Work task >> Whenever a line in this data holds the word "nodes", report that line in full.

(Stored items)
- - - - - - -

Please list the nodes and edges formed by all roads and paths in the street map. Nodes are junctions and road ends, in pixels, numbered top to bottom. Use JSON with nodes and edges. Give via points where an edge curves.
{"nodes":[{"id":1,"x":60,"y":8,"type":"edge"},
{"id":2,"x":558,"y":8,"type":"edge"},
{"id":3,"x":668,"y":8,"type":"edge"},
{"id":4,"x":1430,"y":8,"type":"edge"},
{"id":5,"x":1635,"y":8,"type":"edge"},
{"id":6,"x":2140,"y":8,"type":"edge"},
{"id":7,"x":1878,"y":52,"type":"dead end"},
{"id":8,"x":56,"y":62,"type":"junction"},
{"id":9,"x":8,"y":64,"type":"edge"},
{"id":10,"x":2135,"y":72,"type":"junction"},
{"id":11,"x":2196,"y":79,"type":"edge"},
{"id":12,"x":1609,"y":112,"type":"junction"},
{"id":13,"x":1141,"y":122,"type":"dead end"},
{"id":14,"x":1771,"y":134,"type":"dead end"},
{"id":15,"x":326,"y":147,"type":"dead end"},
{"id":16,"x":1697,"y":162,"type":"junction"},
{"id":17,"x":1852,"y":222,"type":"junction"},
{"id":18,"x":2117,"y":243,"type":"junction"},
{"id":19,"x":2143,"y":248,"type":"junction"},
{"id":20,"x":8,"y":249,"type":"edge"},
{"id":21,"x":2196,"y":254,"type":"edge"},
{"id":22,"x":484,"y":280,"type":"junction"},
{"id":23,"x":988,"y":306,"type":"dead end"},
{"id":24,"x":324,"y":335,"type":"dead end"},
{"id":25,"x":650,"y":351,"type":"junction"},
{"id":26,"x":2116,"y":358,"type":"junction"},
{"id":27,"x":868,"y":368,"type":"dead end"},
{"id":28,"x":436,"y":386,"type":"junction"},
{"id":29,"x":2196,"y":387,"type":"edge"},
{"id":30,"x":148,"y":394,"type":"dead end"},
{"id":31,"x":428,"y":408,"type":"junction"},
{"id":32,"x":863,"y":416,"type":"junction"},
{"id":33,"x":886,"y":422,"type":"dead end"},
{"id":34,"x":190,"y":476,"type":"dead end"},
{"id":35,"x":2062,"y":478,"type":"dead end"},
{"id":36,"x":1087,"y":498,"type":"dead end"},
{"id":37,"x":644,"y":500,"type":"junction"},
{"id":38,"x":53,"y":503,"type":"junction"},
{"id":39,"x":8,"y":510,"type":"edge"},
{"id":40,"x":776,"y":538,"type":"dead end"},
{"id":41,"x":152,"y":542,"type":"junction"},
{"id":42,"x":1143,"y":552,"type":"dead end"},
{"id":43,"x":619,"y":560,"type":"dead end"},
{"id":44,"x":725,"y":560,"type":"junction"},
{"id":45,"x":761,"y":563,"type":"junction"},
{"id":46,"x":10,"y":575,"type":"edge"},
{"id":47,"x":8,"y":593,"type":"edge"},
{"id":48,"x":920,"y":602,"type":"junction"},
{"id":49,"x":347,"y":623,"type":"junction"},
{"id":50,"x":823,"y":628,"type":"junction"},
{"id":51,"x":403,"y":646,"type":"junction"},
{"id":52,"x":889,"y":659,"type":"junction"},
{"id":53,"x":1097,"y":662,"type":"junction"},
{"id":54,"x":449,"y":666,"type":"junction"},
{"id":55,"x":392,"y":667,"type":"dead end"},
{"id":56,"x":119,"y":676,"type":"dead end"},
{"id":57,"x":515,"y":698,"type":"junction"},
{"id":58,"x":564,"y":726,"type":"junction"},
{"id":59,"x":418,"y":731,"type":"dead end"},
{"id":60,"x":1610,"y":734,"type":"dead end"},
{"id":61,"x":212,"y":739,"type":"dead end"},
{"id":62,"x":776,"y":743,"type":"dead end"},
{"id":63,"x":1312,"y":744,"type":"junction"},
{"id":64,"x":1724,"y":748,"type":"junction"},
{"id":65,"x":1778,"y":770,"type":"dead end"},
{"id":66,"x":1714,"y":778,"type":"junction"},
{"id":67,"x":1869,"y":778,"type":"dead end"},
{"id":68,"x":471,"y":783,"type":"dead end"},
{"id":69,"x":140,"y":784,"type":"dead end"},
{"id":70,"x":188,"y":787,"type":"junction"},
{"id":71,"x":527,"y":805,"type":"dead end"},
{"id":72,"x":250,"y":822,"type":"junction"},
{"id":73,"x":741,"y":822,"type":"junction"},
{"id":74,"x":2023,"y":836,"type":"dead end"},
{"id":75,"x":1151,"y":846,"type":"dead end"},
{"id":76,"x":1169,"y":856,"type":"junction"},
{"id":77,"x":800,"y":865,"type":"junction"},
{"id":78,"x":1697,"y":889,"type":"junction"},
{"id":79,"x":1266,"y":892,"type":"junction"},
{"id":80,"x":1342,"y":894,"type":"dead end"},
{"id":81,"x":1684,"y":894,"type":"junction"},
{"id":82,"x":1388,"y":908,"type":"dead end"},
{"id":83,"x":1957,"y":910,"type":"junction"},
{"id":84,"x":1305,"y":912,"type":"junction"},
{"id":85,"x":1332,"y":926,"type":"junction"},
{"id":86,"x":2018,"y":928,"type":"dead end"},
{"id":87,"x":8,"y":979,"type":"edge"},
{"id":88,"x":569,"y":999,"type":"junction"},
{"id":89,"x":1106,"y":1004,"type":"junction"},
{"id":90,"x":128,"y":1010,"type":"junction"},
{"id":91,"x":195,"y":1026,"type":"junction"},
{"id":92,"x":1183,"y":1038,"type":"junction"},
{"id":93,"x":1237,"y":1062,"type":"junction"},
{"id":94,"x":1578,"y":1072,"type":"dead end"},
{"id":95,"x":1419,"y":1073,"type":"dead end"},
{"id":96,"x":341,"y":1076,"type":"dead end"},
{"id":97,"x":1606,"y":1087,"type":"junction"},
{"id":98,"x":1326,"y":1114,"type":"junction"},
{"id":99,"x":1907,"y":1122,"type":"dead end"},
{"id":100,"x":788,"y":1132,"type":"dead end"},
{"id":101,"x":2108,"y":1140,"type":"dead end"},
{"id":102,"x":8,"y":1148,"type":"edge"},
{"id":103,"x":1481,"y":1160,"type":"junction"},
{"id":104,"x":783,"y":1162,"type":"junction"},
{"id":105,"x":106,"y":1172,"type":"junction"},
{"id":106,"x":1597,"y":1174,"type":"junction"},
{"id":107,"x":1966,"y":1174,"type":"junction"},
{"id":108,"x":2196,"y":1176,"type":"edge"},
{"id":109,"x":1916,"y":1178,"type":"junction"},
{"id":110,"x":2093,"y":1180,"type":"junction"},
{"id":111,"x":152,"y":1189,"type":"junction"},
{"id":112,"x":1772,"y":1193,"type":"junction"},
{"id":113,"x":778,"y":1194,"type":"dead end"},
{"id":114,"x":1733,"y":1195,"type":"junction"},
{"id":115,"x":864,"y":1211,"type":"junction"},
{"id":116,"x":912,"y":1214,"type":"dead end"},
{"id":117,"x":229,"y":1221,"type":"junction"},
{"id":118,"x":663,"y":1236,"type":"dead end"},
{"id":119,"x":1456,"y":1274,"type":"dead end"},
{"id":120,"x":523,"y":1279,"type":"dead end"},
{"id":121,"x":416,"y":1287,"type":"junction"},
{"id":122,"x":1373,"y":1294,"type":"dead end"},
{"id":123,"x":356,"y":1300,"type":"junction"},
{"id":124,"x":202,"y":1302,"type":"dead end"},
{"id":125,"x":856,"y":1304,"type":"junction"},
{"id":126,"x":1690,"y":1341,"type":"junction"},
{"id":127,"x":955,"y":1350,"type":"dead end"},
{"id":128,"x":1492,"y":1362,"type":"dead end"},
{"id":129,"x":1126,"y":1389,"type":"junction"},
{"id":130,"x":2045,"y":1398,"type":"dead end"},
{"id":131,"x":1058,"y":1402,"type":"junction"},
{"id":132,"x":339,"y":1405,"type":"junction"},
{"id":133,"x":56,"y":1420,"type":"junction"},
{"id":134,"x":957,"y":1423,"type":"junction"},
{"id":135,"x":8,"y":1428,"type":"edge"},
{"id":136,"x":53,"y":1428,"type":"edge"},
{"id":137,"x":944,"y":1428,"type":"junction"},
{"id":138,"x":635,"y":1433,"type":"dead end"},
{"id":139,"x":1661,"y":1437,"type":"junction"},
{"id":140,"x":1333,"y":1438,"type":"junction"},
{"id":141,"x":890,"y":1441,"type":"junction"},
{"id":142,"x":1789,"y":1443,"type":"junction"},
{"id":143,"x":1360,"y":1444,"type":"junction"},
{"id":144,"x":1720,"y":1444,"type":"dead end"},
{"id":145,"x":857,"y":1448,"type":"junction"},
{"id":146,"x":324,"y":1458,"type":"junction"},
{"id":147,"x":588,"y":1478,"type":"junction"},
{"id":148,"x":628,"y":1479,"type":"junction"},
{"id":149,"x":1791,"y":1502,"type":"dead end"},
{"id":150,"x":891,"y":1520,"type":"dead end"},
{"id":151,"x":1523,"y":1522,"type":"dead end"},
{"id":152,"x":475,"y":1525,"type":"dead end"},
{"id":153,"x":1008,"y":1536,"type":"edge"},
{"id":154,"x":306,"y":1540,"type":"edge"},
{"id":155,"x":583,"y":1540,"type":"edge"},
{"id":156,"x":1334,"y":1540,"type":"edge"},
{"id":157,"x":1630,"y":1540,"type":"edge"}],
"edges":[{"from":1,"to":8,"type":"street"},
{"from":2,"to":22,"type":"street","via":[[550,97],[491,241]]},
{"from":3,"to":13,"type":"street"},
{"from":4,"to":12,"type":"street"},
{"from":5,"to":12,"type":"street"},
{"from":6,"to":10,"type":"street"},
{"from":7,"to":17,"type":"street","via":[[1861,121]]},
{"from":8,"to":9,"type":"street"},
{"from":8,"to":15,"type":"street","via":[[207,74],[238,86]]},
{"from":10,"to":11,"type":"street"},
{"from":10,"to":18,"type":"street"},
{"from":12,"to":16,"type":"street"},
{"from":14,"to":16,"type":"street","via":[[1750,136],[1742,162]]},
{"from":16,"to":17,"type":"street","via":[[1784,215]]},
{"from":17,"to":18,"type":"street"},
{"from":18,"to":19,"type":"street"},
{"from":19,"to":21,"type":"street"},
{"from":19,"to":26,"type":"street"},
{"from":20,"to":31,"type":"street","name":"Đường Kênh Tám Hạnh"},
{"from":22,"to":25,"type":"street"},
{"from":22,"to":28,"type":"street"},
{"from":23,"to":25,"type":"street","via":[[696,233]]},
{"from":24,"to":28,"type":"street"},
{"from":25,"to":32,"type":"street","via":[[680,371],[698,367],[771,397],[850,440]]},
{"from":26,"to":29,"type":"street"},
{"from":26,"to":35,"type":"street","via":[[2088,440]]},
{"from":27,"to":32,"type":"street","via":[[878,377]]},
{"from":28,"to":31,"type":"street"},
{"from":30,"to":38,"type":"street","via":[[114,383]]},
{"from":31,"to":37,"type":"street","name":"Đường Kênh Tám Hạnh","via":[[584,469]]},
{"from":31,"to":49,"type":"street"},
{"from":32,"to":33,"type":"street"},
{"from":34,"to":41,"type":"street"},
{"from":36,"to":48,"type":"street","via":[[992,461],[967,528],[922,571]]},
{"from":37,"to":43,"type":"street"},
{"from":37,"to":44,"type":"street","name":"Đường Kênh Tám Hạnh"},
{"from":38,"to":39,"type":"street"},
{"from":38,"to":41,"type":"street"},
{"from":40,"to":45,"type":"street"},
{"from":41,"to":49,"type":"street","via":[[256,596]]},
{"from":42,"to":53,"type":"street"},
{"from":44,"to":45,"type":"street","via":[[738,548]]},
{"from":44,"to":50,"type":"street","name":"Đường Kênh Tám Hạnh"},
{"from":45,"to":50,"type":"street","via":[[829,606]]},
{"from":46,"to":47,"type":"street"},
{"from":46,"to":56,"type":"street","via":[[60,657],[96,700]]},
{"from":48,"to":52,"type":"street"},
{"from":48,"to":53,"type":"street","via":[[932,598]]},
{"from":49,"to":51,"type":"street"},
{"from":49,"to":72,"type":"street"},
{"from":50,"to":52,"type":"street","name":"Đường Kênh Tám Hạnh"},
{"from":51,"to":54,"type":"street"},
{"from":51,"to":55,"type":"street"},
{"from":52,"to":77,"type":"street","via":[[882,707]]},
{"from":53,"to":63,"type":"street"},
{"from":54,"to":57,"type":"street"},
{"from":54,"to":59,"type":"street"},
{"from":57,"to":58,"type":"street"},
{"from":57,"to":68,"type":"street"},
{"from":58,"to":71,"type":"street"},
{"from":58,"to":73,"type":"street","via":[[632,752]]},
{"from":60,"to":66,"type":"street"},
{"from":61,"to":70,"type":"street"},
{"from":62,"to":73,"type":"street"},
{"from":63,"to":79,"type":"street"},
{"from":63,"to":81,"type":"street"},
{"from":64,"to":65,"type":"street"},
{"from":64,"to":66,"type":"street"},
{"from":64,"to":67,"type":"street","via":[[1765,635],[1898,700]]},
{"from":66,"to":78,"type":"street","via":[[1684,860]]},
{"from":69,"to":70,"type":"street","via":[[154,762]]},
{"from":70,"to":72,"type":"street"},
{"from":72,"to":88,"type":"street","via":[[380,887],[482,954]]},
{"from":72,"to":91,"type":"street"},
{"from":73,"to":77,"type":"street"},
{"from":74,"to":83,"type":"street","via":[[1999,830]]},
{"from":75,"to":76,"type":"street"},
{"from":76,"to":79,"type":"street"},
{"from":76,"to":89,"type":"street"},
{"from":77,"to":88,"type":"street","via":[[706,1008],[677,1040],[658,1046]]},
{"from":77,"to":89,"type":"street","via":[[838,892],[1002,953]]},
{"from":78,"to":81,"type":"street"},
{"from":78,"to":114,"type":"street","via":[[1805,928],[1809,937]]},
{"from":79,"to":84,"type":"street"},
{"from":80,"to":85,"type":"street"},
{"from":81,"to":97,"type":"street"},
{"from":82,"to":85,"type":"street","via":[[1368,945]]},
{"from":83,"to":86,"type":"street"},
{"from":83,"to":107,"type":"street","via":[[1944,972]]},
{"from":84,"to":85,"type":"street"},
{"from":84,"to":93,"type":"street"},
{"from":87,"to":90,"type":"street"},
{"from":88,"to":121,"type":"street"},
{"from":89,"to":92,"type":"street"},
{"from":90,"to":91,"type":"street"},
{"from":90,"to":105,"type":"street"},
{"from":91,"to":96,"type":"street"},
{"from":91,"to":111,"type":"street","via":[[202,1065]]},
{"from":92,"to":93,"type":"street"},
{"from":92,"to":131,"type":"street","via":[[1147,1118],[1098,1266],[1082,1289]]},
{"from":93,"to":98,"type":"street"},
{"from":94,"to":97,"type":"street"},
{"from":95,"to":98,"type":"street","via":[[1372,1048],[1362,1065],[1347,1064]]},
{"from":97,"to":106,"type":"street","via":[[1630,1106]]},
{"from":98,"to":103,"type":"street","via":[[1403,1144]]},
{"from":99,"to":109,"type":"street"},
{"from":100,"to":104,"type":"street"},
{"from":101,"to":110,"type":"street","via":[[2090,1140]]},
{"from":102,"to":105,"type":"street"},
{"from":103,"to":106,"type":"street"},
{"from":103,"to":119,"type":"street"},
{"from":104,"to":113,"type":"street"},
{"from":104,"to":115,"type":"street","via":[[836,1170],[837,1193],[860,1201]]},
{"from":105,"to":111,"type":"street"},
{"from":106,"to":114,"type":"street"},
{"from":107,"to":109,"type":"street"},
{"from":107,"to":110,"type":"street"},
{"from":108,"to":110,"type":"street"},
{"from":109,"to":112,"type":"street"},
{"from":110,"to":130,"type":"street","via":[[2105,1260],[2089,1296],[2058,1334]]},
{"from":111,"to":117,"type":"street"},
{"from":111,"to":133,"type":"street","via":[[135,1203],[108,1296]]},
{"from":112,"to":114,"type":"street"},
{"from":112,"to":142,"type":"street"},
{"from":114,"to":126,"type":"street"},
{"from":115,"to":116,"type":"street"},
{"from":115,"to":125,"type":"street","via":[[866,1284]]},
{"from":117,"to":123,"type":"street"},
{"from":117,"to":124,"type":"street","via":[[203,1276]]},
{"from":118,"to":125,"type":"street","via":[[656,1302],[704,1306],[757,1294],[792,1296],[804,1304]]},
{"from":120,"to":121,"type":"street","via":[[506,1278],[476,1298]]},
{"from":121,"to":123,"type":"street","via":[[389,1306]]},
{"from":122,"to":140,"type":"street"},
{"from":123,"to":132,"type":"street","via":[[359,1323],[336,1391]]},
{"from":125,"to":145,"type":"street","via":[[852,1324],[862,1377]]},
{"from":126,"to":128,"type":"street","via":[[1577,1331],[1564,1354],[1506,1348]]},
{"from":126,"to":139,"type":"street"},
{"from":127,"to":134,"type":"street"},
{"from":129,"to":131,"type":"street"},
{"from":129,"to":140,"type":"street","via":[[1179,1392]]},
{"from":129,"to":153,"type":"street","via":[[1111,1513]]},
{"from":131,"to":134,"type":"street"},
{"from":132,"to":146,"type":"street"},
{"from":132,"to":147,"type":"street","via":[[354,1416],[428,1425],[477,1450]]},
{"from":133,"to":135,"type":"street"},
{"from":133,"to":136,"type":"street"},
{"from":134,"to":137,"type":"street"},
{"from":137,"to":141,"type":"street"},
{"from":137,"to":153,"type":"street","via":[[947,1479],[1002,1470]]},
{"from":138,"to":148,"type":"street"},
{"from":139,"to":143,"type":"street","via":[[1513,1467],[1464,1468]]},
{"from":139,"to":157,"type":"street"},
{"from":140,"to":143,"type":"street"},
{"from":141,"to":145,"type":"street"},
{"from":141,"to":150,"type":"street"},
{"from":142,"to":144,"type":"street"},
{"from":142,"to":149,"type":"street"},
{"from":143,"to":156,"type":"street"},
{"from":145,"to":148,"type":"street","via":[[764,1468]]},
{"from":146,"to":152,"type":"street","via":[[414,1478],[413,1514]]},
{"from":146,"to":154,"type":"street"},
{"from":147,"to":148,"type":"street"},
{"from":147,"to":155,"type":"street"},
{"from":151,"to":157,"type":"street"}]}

- - - - - - -

Exercise result >>
Please list the nodes and edges formed by all roads and paths in the street map. Nodes are junctions and road ends, in pixels, numbered top to bottom. Use JSON with nodes and edges. Give via points where an edge curves.
{"nodes":[{"id":1,"x":60,"y":8,"type":"edge"},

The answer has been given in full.